なお、本作を購入すると、プレゼンテーションボックスが付属する。
アブラアン-ルイ・ブレゲの時代の技法に忠実な開閉式のボックスは、シンプルでエレガントなプッシュボタンを採用し、ヒンジにはブレゲゴールドの鍍金が施されている。内部はシルク混紡の洗練されたブルーのファブリックで覆われ、時計を垂直に収納することで空間を効果的に活かし、懐中時計の時代を想起させる。ボックスの裏側には、エスカッション(紋章によく見られる盾の一種)をかたどったブレゲ初の「ロゴ」があしらわれた。単なるウォッチボックスを超えたコレクターズアイテムであり、永遠の遺産と時代を超えて受け継がれる時計製作のノウハウを象徴している。
注目すべきディテール
2005年に誕生した「トラディション」コレクション
輪列やブリッジを露わにして、ムーブメントをミニチュアの傑作に仕立てた独特の建築構造を特徴とする「トラディション」コレクションは、アブラアン-ルイ・ブレゲが 1796 年に発表した「スースクリプション ウォッチ」と 1799 年に初めて販売した「モントレ・ア・タクト」の 2 つから想を得て、2005 年に誕生した。
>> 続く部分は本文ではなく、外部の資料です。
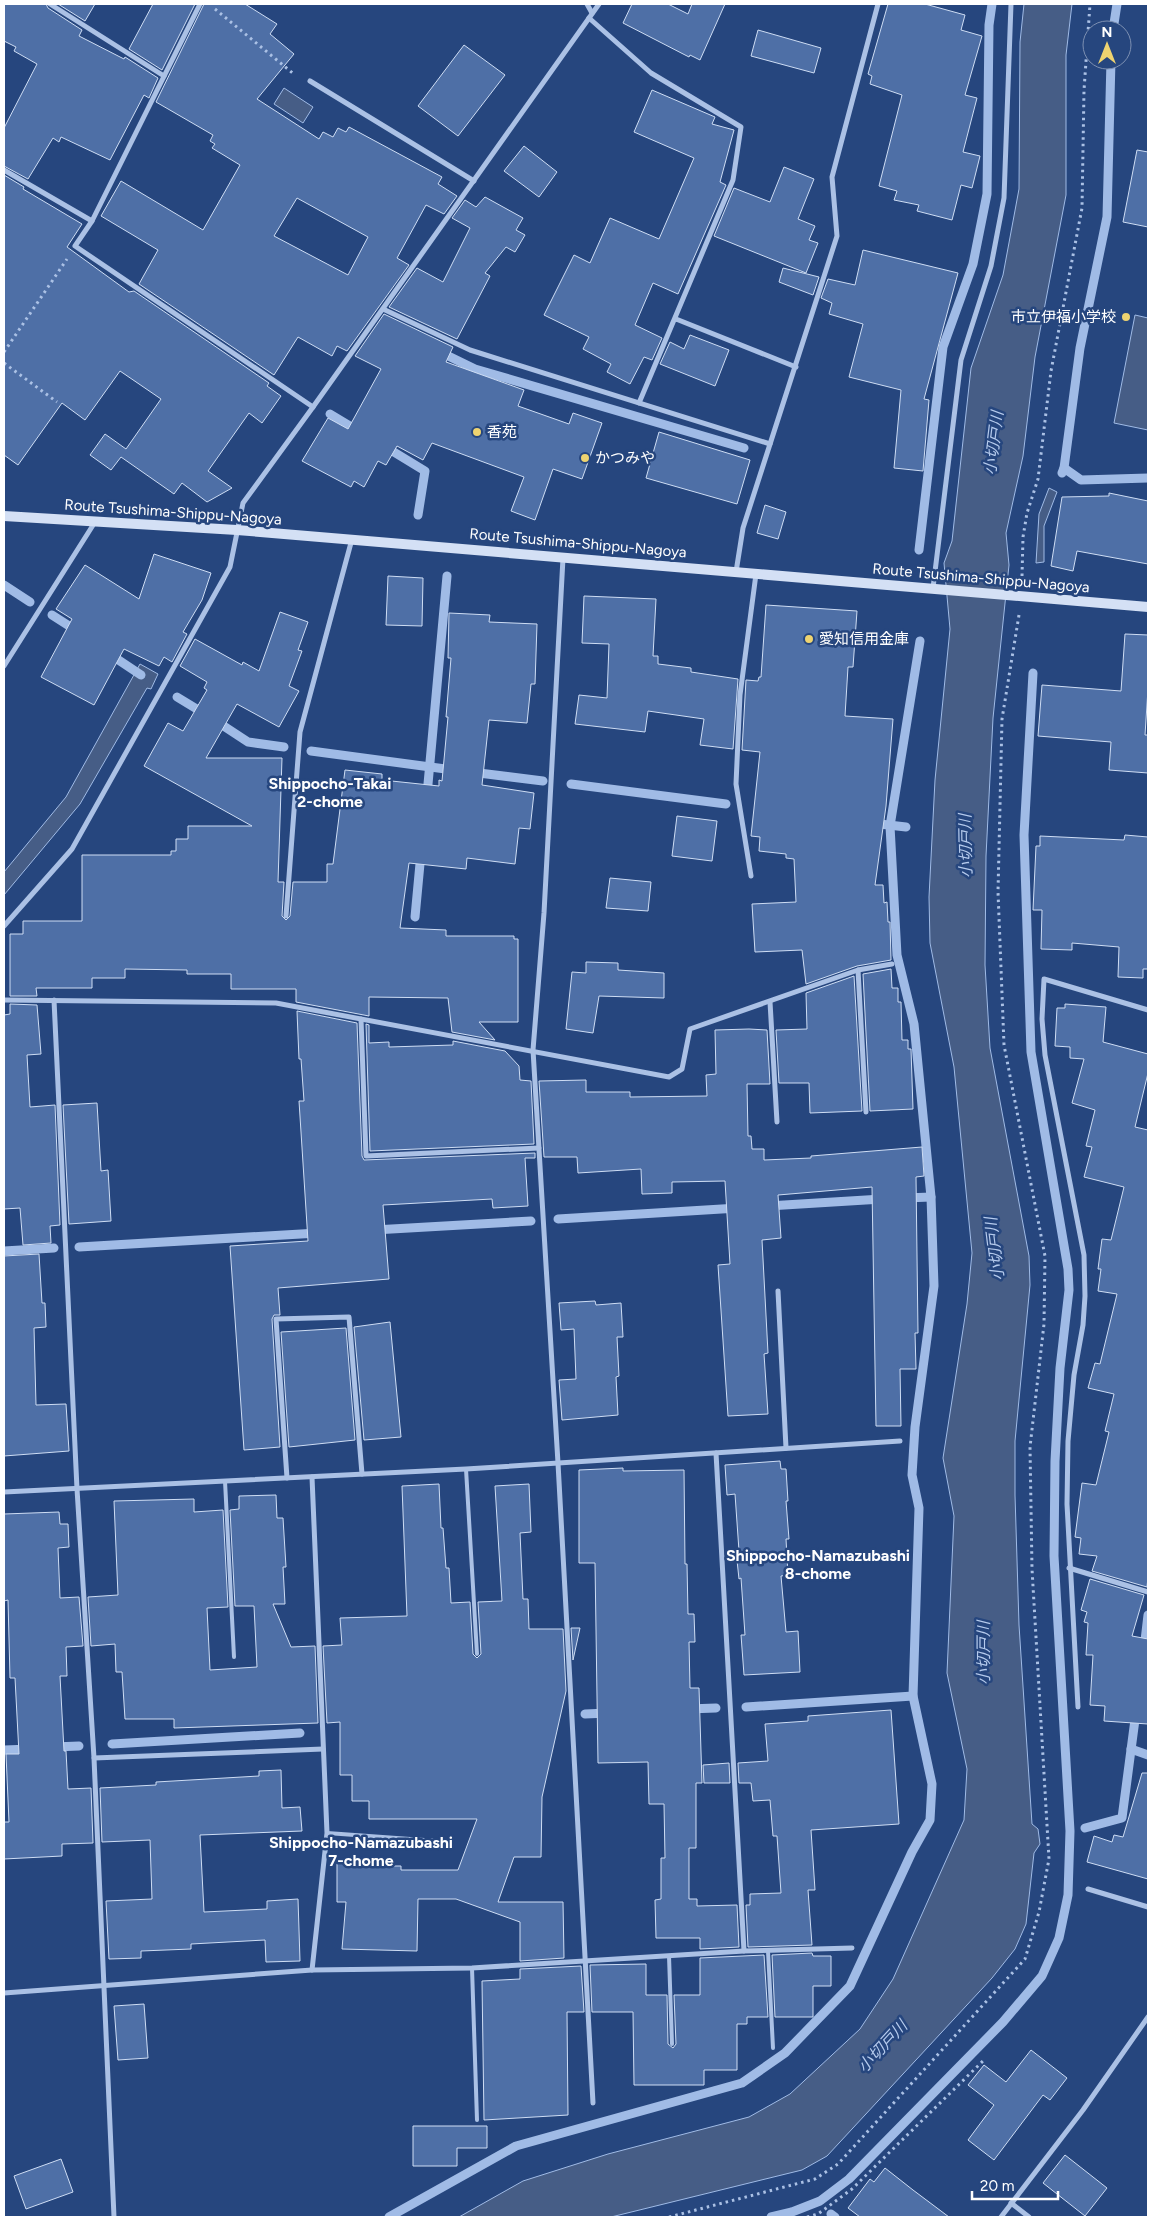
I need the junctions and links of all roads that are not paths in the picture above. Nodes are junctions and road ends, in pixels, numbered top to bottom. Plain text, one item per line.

技術革新はもとより、世の中の情勢にも絶えず注意を向けていたアブラアン-ルイ・ブレゲは、当時数が増え国際色も豊かになった顧客向けに、少量の時計をシリーズ生産することを考え、針が 1 本しかない実に簡素な時計「スースクリプション ウォッチ」の予約販売を開始した。顧客が広告パンフレットを参照して時計を選び、注文の際に価格の 4 分の 1 を前払いする仕組みもブレゲが考案したもので、時計界で前例のないものだった。
1799 年にブレゲは、「スースクリプション ウォッチ」を元に、ケースの外に設けられた針とマーカーに触れることで時刻がわかる「モントレ・ア・タクト」を導入した。さらに「スースクリプションウォッチ」で使用されたものと同じキャリバーを使用し、時には小さなダイアルも追加していた。